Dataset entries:
************

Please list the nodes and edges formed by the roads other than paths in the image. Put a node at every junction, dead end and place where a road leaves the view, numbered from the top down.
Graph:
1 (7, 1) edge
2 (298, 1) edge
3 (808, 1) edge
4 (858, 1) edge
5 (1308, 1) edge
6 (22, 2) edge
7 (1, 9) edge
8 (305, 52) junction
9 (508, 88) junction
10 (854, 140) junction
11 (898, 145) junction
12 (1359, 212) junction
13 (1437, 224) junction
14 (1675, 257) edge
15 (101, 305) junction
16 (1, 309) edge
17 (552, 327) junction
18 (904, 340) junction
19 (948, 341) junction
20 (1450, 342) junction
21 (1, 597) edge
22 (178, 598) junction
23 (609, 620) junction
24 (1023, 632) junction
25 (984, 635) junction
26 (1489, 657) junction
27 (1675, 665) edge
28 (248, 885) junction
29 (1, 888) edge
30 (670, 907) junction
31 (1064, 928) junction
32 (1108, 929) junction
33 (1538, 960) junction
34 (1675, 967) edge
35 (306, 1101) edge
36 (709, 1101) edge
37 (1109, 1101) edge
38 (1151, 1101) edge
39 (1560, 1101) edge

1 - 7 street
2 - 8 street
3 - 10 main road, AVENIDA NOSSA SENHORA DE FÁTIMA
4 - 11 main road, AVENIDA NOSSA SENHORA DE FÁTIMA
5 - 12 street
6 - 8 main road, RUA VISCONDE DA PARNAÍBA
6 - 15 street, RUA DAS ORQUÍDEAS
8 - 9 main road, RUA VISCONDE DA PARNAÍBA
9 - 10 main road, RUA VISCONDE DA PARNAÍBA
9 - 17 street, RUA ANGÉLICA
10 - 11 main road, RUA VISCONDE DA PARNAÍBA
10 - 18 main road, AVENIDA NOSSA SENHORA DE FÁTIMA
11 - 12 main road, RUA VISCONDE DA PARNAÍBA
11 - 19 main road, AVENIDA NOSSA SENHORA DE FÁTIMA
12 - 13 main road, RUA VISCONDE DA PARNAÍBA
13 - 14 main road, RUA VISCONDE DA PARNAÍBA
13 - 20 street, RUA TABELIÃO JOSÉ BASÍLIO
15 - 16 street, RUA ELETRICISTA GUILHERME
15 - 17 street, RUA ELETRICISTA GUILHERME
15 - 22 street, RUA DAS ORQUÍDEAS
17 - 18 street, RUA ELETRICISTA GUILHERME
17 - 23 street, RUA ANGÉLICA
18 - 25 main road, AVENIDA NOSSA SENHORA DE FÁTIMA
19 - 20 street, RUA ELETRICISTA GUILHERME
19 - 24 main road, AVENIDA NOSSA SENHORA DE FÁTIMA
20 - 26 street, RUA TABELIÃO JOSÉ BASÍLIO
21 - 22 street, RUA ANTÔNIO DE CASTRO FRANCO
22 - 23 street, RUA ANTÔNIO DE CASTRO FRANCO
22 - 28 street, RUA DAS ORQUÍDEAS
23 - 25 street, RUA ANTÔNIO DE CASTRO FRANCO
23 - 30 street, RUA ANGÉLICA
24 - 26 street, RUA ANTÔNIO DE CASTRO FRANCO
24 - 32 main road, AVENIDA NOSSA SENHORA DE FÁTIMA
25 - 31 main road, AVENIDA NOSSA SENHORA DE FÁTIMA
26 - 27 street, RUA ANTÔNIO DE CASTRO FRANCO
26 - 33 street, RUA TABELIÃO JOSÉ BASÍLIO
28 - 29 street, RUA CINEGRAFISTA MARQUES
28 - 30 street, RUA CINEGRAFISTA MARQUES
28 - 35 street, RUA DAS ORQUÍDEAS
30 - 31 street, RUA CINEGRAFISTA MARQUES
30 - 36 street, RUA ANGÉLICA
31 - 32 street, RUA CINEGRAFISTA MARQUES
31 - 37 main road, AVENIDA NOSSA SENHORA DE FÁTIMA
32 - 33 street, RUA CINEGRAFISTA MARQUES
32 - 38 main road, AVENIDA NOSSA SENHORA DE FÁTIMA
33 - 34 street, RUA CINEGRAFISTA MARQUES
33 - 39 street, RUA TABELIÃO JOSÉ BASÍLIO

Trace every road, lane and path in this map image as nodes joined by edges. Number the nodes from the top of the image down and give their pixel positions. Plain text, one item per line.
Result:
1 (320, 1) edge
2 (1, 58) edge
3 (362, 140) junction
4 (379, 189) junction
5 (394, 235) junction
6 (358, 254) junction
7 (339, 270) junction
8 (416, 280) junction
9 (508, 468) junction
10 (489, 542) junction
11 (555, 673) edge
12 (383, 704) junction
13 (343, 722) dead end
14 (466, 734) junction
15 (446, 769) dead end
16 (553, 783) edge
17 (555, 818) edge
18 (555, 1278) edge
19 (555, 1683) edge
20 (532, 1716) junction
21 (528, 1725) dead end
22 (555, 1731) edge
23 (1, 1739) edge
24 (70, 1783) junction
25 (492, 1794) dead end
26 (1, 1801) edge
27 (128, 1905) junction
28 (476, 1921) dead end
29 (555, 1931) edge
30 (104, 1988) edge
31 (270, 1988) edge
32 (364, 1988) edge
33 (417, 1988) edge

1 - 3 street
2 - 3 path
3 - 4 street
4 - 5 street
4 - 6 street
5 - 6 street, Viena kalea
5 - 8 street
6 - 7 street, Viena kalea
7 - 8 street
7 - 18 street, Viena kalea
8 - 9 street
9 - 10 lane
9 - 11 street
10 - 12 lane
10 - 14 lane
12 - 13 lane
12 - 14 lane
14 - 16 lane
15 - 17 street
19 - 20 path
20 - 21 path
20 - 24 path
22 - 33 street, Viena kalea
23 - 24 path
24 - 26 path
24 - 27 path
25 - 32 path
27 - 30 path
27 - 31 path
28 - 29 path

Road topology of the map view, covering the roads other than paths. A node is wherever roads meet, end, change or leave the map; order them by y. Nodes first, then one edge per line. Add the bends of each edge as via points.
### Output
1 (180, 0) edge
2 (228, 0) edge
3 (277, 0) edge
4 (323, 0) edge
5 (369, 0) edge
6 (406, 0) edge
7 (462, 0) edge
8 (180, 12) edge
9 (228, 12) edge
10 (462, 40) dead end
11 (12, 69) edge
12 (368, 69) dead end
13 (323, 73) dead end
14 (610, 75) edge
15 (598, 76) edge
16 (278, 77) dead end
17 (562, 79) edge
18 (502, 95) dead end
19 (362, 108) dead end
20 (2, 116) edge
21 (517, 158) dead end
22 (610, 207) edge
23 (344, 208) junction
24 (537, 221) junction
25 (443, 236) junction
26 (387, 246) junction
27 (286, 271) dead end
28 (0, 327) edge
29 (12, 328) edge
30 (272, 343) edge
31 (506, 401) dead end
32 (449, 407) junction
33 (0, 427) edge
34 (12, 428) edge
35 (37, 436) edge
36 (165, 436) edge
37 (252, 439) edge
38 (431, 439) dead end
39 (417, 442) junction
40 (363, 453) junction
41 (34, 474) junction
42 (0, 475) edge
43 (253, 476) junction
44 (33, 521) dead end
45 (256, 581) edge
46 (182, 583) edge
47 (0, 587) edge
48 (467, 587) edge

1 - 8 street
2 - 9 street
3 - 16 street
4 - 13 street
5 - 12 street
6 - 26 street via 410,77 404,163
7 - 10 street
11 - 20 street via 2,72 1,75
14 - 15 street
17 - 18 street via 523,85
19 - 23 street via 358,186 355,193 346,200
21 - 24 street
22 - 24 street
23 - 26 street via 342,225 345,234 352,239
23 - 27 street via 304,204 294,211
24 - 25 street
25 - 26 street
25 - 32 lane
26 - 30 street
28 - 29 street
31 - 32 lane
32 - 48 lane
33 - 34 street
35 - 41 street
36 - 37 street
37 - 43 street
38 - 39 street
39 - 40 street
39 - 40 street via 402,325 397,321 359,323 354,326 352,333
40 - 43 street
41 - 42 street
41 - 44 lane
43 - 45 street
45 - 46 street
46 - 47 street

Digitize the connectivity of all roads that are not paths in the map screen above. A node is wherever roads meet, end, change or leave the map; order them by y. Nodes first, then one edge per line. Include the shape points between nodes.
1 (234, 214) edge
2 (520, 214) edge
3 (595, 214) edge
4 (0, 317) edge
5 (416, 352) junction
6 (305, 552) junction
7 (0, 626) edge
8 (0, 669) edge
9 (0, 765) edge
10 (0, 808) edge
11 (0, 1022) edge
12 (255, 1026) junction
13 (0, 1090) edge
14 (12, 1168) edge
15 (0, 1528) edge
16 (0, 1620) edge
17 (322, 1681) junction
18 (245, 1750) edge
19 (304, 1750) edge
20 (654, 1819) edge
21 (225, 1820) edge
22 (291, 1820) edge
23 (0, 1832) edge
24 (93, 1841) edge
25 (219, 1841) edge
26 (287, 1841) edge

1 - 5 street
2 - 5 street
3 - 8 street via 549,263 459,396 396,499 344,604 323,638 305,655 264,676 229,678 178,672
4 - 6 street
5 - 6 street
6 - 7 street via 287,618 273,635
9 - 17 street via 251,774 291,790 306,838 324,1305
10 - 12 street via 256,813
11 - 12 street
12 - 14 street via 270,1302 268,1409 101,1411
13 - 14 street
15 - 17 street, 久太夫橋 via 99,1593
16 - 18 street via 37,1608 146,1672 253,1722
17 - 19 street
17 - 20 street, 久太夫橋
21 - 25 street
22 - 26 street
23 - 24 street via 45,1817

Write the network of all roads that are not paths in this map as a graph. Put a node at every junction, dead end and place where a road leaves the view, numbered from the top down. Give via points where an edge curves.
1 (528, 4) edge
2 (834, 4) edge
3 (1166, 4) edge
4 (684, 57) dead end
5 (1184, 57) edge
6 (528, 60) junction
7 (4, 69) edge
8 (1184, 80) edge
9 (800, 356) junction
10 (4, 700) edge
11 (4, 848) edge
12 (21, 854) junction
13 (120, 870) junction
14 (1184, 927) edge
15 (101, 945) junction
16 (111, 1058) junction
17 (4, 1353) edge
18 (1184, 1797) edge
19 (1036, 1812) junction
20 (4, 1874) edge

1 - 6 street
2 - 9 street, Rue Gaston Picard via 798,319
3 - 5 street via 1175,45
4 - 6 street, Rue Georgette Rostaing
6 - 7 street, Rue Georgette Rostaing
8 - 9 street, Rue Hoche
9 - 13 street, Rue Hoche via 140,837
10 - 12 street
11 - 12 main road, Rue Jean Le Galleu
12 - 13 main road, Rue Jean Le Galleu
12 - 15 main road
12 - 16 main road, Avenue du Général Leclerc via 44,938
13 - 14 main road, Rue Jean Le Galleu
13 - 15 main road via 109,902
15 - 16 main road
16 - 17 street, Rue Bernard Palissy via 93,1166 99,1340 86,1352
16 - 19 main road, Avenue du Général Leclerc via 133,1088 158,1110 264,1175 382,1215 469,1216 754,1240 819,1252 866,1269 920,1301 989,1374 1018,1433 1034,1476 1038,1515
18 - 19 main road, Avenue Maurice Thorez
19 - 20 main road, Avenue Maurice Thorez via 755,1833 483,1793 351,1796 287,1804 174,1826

************

With "Leclerc" as the string to match, show every line of the entries above that has it.

12 - 16 main road, Avenue du Général Leclerc via 44,938
16 - 19 main road, Avenue du Général Leclerc via 133,1088 158,1110 264,1175 382,1215 469,1216 754,1240 819,1252 866,1269 920,1301 989,1374 1018,1433 1034,1476 1038,1515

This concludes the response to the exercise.